**Required action**: Report all lines from the entries below in which "MUTIARA" appears.

**Data for this task**:
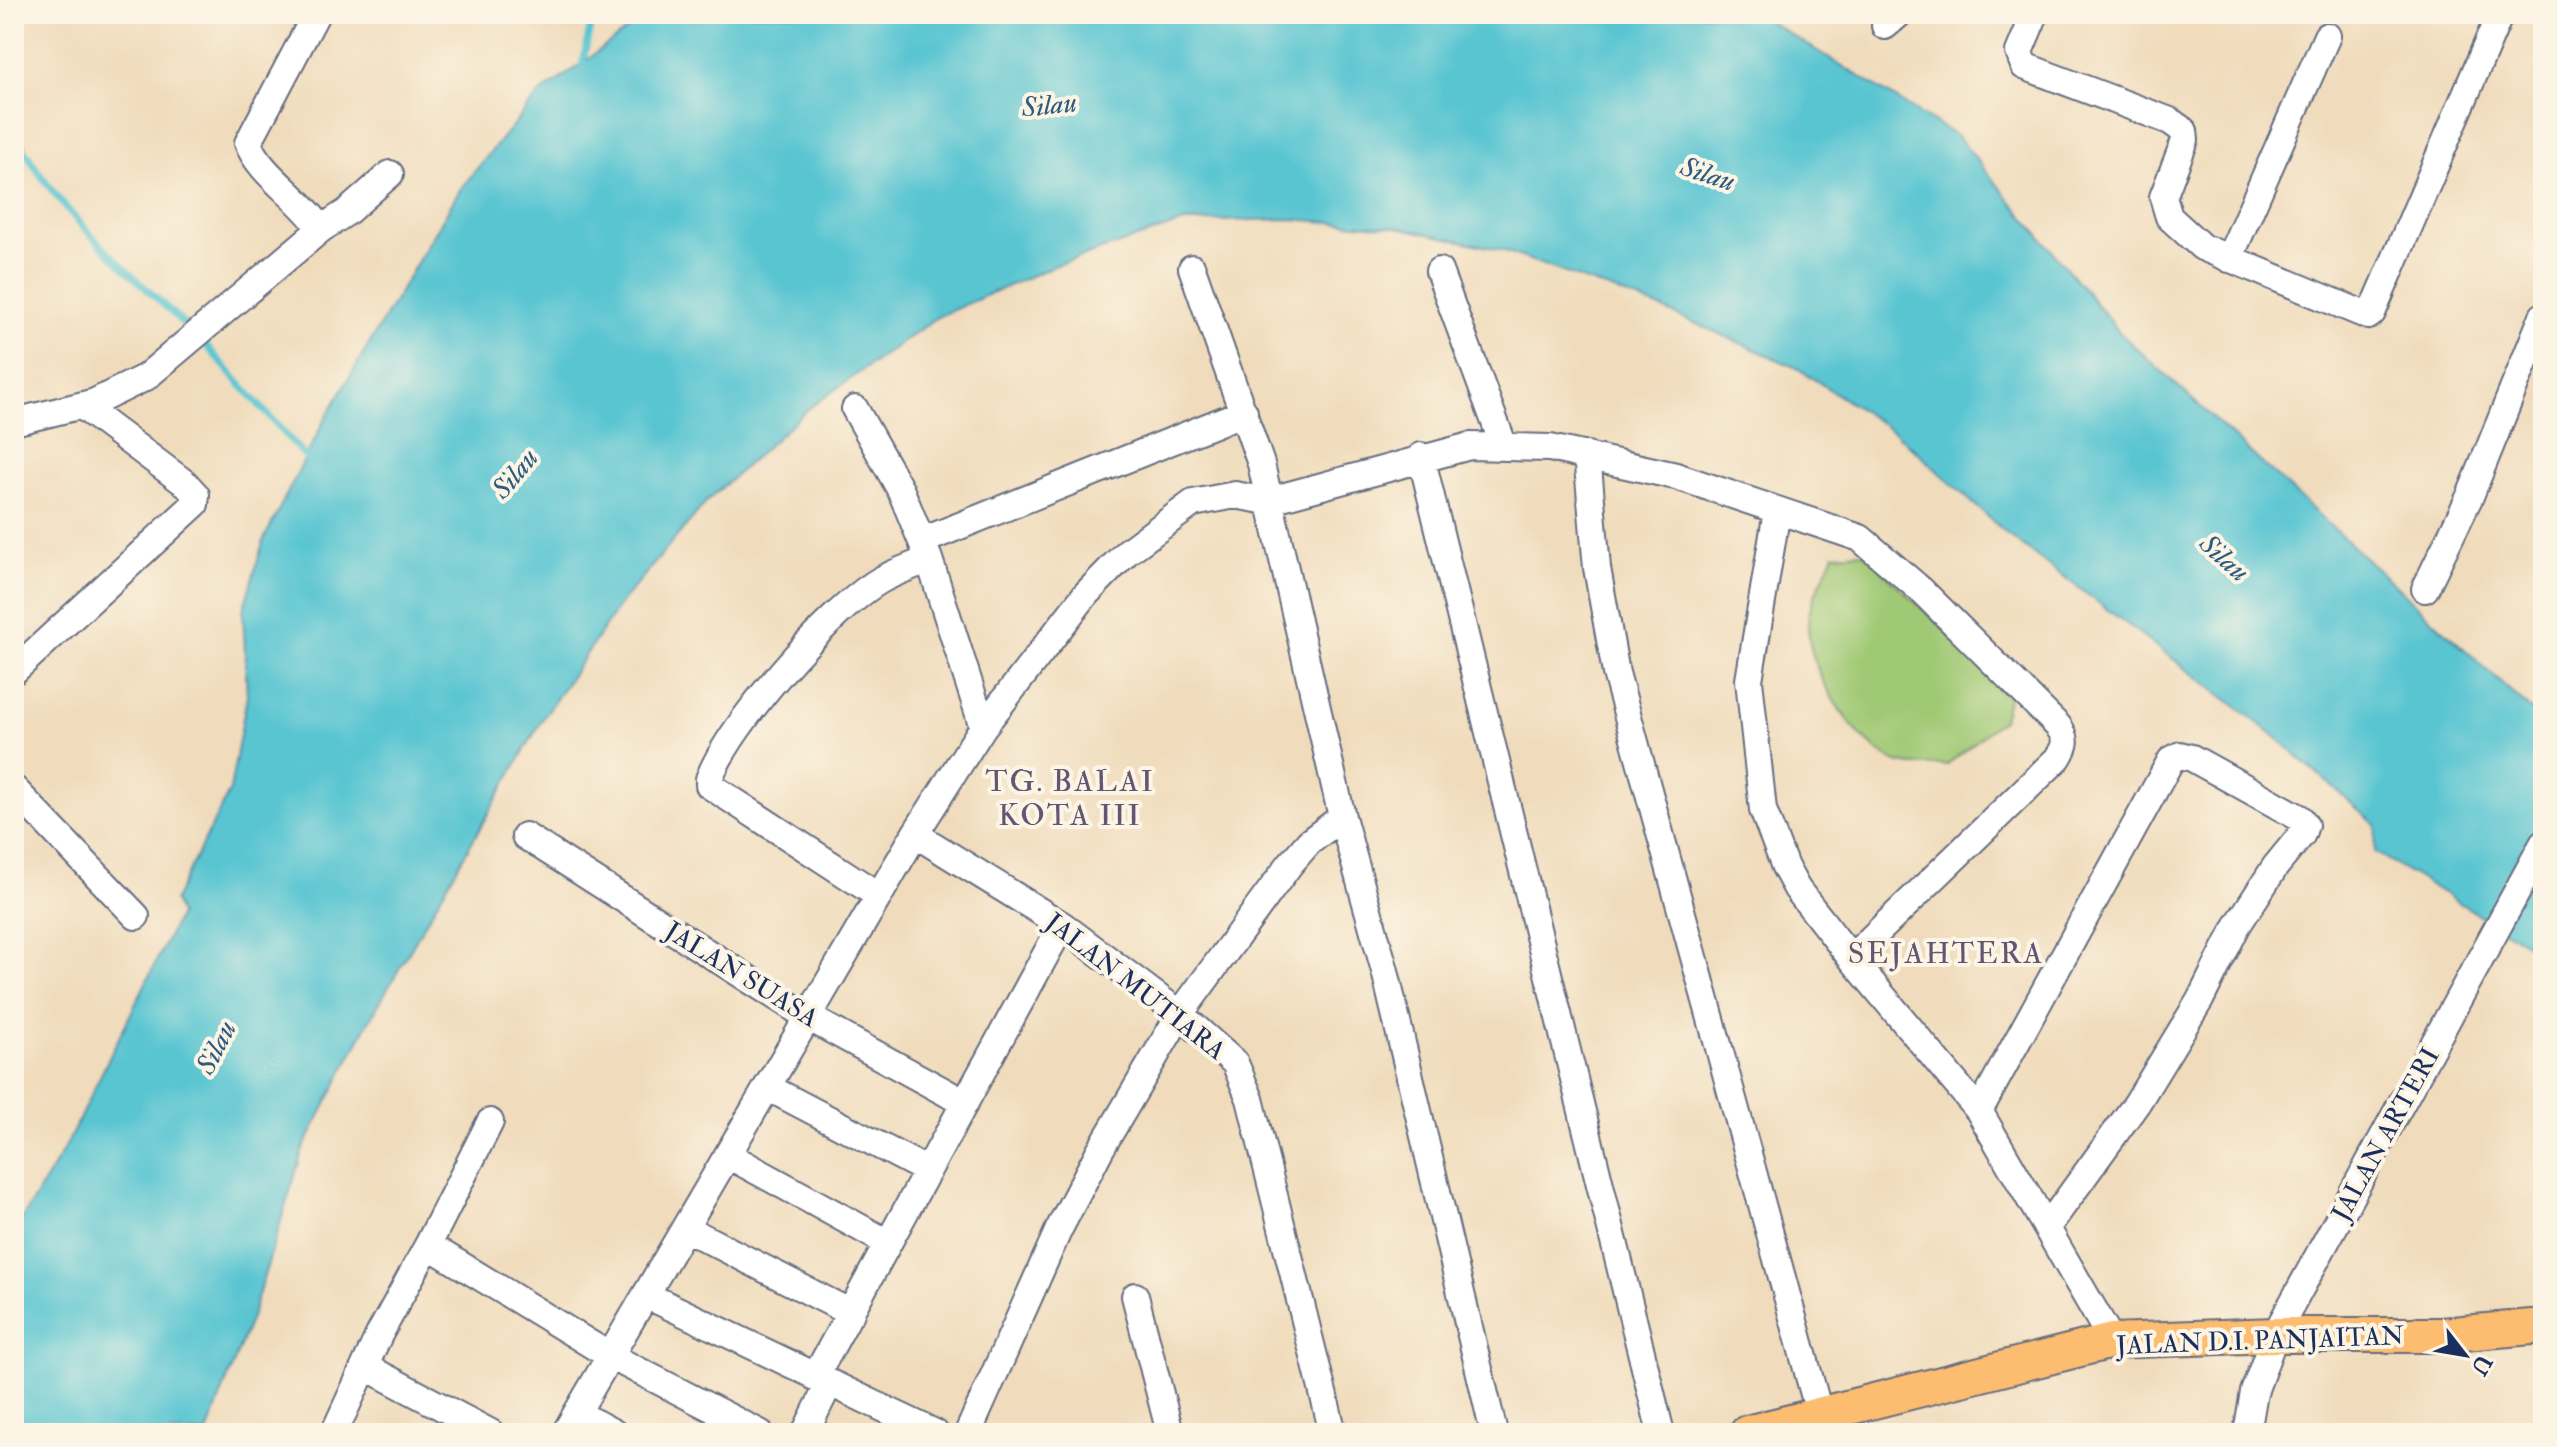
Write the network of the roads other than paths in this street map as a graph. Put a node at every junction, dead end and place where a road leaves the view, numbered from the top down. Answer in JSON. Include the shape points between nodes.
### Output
{"nodes":[{"id":1,"x":316,"y":14,"type":"edge"},
{"id":2,"x":2035,"y":14,"type":"edge"},
{"id":3,"x":2500,"y":14,"type":"edge"},
{"id":4,"x":2327,"y":36,"type":"dead end"},
{"id":5,"x":390,"y":174,"type":"dead end"},
{"id":6,"x":321,"y":229,"type":"junction"},
{"id":7,"x":2229,"y":259,"type":"junction"},
{"id":8,"x":1192,"y":268,"type":"dead end"},
{"id":9,"x":1439,"y":271,"type":"dead end"},
{"id":10,"x":2543,"y":316,"type":"edge"},
{"id":11,"x":82,"y":406,"type":"junction"},
{"id":12,"x":855,"y":409,"type":"dead end"},
{"id":13,"x":1244,"y":412,"type":"junction"},
{"id":14,"x":14,"y":422,"type":"edge"},
{"id":15,"x":1503,"y":444,"type":"junction"},
{"id":16,"x":1587,"y":455,"type":"junction"},
{"id":17,"x":1421,"y":456,"type":"junction"},
{"id":18,"x":1267,"y":501,"type":"junction"},
{"id":19,"x":1777,"y":511,"type":"junction"},
{"id":20,"x":926,"y":550,"type":"junction"},
{"id":21,"x":2425,"y":589,"type":"dead end"},
{"id":22,"x":14,"y":671,"type":"edge"},
{"id":23,"x":983,"y":727,"type":"junction"},
{"id":24,"x":14,"y":789,"type":"edge"},
{"id":25,"x":1342,"y":817,"type":"junction"},
{"id":26,"x":915,"y":834,"type":"junction"},
{"id":27,"x":525,"y":836,"type":"dead end"},
{"id":28,"x":2543,"y":844,"type":"edge"},
{"id":29,"x":879,"y":896,"type":"junction"},
{"id":30,"x":136,"y":916,"type":"dead end"},
{"id":31,"x":1062,"y":925,"type":"junction"},
{"id":32,"x":1851,"y":958,"type":"junction"},
{"id":33,"x":1180,"y":1014,"type":"junction"},
{"id":34,"x":808,"y":1017,"type":"junction"},
{"id":35,"x":767,"y":1087,"type":"junction"},
{"id":36,"x":965,"y":1103,"type":"junction"},
{"id":37,"x":1979,"y":1111,"type":"junction"},
{"id":38,"x":490,"y":1122,"type":"dead end"},
{"id":39,"x":728,"y":1155,"type":"junction"},
{"id":40,"x":928,"y":1171,"type":"junction"},
{"id":41,"x":2048,"y":1226,"type":"junction"},
{"id":42,"x":685,"y":1228,"type":"junction"},
{"id":43,"x":888,"y":1243,"type":"junction"},
{"id":44,"x":428,"y":1245,"type":"junction"},
{"id":45,"x":646,"y":1295,"type":"junction"},
{"id":46,"x":1135,"y":1296,"type":"dead end"},
{"id":47,"x":851,"y":1313,"type":"junction"},
{"id":48,"x":2543,"y":1326,"type":"edge"},
{"id":49,"x":2275,"y":1335,"type":"junction"},
{"id":50,"x":2112,"y":1341,"type":"junction"},
{"id":51,"x":610,"y":1356,"type":"junction"},
{"id":52,"x":366,"y":1367,"type":"junction"},
{"id":53,"x":822,"y":1380,"type":"junction"},
{"id":54,"x":1820,"y":1416,"type":"junction"},
{"id":55,"x":571,"y":1423,"type":"edge"},
{"id":56,"x":334,"y":1433,"type":"edge"},
{"id":57,"x":491,"y":1433,"type":"edge"},
{"id":58,"x":614,"y":1433,"type":"edge"},
{"id":59,"x":760,"y":1433,"type":"edge"},
{"id":60,"x":805,"y":1433,"type":"edge"},
{"id":61,"x":935,"y":1433,"type":"edge"},
{"id":62,"x":968,"y":1433,"type":"edge"},
{"id":63,"x":1170,"y":1433,"type":"edge"},
{"id":64,"x":1333,"y":1433,"type":"edge"},
{"id":65,"x":1494,"y":1433,"type":"edge"},
{"id":66,"x":1661,"y":1433,"type":"edge"},
{"id":67,"x":1747,"y":1433,"type":"edge"},
{"id":68,"x":2247,"y":1433,"type":"edge"}],
"edges":[{"from":1,"to":6,"type":"street","via":[[248,143],[253,156]]},
{"from":2,"to":7,"type":"street","via":[[2019,52],[2024,66],[2182,129],[2185,140],[2164,206],[2202,247]]},
{"from":3,"to":7,"type":"street","via":[[2370,315]]},
{"from":4,"to":7,"type":"street"},
{"from":5,"to":6,"type":"street"},
{"from":6,"to":11,"type":"street","via":[[146,377]]},
{"from":8,"to":13,"type":"street"},
{"from":9,"to":15,"type":"street"},
{"from":10,"to":21,"type":"street","via":[[2470,496]]},
{"from":11,"to":14,"type":"street"},
{"from":11,"to":22,"type":"street","via":[[186,484],[196,495],[195,504]]},
{"from":12,"to":20,"type":"street","via":[[901,491]]},
{"from":13,"to":18,"type":"street"},
{"from":13,"to":20,"type":"street"},
{"from":15,"to":16,"type":"street"},
{"from":15,"to":17,"type":"street"},
{"from":16,"to":19,"type":"street","via":[[1676,476]]},
{"from":16,"to":54,"type":"street","via":[[1597,568],[1616,673]]},
{"from":17,"to":18,"type":"street"},
{"from":17,"to":66,"type":"street"},
{"from":18,"to":23,"type":"street","via":[[1213,497],[1176,513],[1086,594]]},
{"from":18,"to":25,"type":"street"},
{"from":19,"to":32,"type":"street","via":[[1749,680],[1763,810],[1797,889]]},
{"from":19,"to":32,"type":"street","via":[[1860,538],[1881,554],[2065,736],[2058,758]]},
{"from":20,"to":23,"type":"street"},
{"from":20,"to":29,"type":"street","via":[[857,597],[763,691],[709,779],[709,785]]},
{"from":23,"to":26,"type":"street"},
{"from":24,"to":30,"type":"street"},
{"from":25,"to":33,"type":"street","via":[[1290,864]]},
{"from":25,"to":65,"type":"street","via":[[1385,971]]},
{"from":26,"to":29,"type":"street"},
{"from":26,"to":31,"type":"street","name":"JALAN MUTIARA"},
{"from":27,"to":34,"type":"street","name":"JALAN SUASA"},
{"from":28,"to":49,"type":"street","name":"JALAN ARTERI"},
{"from":29,"to":34,"type":"street"},
{"from":31,"to":33,"type":"street","name":"JALAN MUTIARA"},
{"from":31,"to":36,"type":"street"},
{"from":32,"to":37,"type":"street"},
{"from":33,"to":62,"type":"street","via":[[1059,1229]]},
{"from":33,"to":64,"type":"street","name":"JALAN MUTIARA","via":[[1223,1050],[1244,1077]]},
{"from":34,"to":35,"type":"street"},
{"from":34,"to":36,"type":"street","name":"JALAN SUASA"},
{"from":35,"to":39,"type":"street"},
{"from":35,"to":40,"type":"street"},
{"from":36,"to":40,"type":"street"},
{"from":37,"to":41,"type":"street"},
{"from":37,"to":41,"type":"street","via":[[2171,760],[2180,755],[2192,758],[2300,818],[2305,825],[2302,834],[2237,926],[2200,1000],[2137,1103]]},
{"from":38,"to":44,"type":"street"},
{"from":39,"to":42,"type":"street"},
{"from":39,"to":43,"type":"street"},
{"from":40,"to":43,"type":"street"},
{"from":41,"to":50,"type":"street"},
{"from":42,"to":45,"type":"street"},
{"from":42,"to":47,"type":"street"},
{"from":43,"to":47,"type":"street"},
{"from":44,"to":51,"type":"street"},
{"from":44,"to":52,"type":"street"},
{"from":45,"to":51,"type":"street"},
{"from":45,"to":53,"type":"street"},
{"from":46,"to":63,"type":"street"},
{"from":47,"to":53,"type":"street"},
{"from":48,"to":49,"type":"main road","name":"JALAN D.I. PANJAITAN","via":[[2441,1335]]},
{"from":49,"to":50,"type":"main road","name":"JALAN D.I. PANJAITAN"},
{"from":49,"to":68,"type":"street","name":"JALAN ARTERI","via":[[2254,1392]]},
{"from":50,"to":54,"type":"main road","name":"JALAN D.I. PANJAITAN"},
{"from":51,"to":55,"type":"street"},
{"from":51,"to":59,"type":"street"},
{"from":52,"to":56,"type":"street"},
{"from":52,"to":57,"type":"street"},
{"from":53,"to":60,"type":"street"},
{"from":53,"to":61,"type":"street"},
{"from":54,"to":67,"type":"main road","name":"JALAN D.I. PANJAITAN"},
{"from":55,"to":58,"type":"street"}]}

**Solution to this exercise**:
{"from":26,"to":31,"type":"street","name":"JALAN MUTIARA"},
{"from":31,"to":33,"type":"street","name":"JALAN MUTIARA"},
{"from":33,"to":64,"type":"street","name":"JALAN MUTIARA","via":[[1223,1050],[1244,1077]]},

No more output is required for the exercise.